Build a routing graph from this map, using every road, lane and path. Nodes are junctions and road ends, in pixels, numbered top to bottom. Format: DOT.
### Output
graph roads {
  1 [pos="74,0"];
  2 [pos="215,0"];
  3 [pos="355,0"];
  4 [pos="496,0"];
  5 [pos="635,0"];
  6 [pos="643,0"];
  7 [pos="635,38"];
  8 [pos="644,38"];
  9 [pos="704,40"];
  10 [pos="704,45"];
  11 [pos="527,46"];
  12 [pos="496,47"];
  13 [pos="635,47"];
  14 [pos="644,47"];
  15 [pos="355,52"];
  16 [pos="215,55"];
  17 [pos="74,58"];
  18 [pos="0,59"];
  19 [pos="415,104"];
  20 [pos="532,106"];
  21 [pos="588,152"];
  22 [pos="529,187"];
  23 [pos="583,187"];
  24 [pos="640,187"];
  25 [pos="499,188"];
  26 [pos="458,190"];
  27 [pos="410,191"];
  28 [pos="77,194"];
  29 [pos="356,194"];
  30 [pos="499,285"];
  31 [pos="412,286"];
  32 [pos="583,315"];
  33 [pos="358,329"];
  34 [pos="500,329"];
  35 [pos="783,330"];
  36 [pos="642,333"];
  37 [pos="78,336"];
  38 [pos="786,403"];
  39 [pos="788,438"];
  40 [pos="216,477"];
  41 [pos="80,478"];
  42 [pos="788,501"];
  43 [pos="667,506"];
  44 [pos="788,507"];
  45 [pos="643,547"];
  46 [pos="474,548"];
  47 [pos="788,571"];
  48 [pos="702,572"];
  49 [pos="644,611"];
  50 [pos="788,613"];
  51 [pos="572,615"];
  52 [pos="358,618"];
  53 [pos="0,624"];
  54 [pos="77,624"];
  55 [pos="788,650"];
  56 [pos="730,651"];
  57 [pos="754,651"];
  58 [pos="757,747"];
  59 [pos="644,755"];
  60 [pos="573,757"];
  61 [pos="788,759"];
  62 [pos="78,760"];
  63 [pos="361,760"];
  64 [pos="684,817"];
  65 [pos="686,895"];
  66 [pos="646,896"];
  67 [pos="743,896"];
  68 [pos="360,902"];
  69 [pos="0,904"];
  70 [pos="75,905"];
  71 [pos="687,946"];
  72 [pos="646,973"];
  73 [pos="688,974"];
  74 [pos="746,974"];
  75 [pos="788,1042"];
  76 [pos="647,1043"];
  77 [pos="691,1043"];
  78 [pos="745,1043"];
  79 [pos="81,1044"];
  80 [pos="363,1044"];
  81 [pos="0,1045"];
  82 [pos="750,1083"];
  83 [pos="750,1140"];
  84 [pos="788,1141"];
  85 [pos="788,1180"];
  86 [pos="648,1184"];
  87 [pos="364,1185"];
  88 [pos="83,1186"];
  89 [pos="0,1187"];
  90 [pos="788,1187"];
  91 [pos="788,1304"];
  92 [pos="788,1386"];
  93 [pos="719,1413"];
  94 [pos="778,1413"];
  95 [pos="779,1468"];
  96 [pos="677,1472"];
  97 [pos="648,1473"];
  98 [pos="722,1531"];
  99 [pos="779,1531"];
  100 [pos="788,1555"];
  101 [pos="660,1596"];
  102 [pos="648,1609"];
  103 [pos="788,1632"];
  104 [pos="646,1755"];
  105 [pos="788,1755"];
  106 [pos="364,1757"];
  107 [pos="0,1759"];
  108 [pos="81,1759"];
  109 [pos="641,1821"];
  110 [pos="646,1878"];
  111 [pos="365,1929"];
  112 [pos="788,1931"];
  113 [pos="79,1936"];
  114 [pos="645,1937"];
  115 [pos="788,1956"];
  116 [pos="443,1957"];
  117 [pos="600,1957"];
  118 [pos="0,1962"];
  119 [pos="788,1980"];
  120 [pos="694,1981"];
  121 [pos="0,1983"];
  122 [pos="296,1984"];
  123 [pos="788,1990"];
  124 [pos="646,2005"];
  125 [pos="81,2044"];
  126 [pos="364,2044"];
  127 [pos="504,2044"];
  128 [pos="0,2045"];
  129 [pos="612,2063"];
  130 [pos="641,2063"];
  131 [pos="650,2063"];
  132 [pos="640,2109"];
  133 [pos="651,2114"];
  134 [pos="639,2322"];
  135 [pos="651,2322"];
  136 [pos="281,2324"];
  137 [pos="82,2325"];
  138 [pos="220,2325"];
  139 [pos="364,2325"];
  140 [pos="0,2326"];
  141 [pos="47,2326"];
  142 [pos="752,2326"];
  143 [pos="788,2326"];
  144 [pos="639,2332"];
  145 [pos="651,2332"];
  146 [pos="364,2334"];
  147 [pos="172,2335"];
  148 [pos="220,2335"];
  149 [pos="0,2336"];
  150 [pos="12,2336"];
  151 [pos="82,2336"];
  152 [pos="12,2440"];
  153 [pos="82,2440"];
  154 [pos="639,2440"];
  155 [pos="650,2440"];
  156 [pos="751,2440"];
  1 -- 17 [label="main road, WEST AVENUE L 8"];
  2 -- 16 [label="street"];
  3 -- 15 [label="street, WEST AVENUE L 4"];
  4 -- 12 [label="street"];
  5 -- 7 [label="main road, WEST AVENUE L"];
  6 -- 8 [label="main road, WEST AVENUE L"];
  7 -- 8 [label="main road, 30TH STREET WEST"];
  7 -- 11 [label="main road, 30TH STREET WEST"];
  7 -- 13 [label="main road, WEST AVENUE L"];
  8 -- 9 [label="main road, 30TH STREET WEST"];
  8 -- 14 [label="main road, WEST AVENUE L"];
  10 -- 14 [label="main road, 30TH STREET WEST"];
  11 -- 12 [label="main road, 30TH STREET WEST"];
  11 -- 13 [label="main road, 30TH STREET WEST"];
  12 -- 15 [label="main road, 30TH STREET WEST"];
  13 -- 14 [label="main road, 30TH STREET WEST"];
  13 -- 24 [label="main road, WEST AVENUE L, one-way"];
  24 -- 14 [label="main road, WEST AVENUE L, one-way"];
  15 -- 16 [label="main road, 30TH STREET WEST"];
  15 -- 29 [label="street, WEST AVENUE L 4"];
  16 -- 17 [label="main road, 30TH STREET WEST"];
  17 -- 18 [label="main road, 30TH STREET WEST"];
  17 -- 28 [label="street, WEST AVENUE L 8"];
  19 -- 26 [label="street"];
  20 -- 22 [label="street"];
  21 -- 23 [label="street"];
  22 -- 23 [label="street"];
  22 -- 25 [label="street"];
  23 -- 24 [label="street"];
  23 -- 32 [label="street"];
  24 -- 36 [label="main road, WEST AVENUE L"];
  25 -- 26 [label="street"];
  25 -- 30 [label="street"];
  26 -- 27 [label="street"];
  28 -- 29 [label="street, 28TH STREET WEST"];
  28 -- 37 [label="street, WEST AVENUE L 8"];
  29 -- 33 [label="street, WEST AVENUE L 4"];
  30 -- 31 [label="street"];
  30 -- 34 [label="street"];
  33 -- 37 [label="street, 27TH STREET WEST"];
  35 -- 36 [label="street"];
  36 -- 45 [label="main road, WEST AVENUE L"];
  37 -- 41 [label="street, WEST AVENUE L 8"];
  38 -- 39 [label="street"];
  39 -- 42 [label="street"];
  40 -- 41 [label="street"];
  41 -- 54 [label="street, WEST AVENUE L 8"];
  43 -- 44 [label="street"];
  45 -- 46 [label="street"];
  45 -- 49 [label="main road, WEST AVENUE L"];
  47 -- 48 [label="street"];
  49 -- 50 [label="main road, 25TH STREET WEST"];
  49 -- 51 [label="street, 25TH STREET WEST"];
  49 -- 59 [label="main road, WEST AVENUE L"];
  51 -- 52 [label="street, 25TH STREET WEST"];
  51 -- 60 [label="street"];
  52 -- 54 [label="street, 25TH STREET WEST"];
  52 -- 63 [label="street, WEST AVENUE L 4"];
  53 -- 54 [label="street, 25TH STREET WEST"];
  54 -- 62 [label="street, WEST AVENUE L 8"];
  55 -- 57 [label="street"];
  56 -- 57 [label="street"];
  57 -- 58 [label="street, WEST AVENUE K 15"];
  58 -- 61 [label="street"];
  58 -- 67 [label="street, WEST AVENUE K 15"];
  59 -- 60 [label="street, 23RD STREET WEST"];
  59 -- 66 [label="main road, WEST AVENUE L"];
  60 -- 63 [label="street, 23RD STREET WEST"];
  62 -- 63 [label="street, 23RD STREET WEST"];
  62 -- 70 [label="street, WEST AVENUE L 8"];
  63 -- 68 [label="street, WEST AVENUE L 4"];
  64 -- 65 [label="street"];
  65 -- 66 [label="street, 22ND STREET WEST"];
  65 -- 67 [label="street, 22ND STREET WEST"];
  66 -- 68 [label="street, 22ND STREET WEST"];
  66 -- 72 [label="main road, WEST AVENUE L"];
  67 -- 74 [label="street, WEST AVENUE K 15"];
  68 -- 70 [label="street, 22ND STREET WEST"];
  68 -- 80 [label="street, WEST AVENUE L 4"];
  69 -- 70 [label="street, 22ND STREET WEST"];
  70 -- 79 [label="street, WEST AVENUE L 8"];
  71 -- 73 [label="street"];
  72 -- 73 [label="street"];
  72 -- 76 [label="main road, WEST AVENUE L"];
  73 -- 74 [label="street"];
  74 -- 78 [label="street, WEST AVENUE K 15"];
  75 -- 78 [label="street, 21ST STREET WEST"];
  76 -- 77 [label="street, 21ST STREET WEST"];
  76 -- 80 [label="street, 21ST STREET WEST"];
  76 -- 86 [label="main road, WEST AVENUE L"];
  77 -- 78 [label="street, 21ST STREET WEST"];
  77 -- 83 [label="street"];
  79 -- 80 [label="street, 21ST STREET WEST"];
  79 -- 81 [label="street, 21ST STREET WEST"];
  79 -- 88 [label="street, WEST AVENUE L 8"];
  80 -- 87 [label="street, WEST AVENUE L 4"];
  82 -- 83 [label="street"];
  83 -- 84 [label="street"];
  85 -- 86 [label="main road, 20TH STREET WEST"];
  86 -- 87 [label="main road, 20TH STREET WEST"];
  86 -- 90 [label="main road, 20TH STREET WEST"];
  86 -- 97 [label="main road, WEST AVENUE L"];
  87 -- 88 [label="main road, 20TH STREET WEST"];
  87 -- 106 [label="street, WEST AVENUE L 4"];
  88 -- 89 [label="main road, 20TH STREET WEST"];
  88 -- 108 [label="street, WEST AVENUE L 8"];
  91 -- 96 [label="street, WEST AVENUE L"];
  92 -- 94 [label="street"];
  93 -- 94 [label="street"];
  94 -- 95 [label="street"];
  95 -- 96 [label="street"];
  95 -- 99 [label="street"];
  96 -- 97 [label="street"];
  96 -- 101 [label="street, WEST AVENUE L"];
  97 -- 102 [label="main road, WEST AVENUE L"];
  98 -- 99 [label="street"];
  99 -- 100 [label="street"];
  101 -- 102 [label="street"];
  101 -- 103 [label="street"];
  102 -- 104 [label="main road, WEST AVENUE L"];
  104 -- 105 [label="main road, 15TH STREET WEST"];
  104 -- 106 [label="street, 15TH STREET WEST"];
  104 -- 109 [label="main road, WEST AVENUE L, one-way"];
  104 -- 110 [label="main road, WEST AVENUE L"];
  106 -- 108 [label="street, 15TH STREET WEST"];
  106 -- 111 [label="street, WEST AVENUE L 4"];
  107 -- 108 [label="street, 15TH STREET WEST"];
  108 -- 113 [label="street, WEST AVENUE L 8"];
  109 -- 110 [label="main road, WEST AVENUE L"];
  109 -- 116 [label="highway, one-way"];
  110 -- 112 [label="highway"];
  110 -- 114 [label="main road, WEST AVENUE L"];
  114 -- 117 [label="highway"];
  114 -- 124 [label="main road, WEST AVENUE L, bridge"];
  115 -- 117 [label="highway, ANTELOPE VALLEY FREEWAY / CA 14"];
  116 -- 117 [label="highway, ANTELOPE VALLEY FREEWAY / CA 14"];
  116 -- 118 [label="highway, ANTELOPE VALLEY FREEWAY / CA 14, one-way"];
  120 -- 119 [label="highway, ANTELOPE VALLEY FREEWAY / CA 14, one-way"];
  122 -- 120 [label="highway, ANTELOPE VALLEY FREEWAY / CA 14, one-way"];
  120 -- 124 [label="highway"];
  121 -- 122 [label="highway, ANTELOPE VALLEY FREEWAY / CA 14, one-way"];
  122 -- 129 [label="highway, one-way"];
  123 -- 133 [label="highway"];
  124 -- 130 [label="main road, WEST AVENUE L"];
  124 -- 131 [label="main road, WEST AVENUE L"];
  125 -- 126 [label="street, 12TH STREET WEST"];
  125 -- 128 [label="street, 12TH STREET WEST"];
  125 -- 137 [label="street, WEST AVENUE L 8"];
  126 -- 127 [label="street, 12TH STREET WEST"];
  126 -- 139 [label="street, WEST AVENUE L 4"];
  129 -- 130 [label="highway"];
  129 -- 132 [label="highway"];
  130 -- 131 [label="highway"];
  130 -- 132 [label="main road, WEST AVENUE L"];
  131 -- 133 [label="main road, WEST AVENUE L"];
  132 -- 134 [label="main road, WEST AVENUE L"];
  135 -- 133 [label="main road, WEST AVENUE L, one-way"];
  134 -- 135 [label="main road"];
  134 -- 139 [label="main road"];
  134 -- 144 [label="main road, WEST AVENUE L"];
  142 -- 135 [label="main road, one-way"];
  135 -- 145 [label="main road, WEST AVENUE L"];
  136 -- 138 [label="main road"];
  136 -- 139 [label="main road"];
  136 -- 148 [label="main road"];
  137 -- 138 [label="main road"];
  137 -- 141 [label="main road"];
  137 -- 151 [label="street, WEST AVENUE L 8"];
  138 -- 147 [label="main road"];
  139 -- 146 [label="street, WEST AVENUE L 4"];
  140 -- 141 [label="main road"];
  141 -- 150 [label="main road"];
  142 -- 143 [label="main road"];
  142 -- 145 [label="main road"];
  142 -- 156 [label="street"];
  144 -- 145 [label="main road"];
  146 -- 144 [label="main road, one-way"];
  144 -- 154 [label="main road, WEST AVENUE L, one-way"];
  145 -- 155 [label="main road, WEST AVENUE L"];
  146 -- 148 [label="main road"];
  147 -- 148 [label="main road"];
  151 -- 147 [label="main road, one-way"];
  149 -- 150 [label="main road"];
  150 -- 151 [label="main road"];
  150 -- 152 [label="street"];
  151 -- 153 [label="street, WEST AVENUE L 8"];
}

————————

Tally the lines in the listing that hold "graph" and report the number alone.

2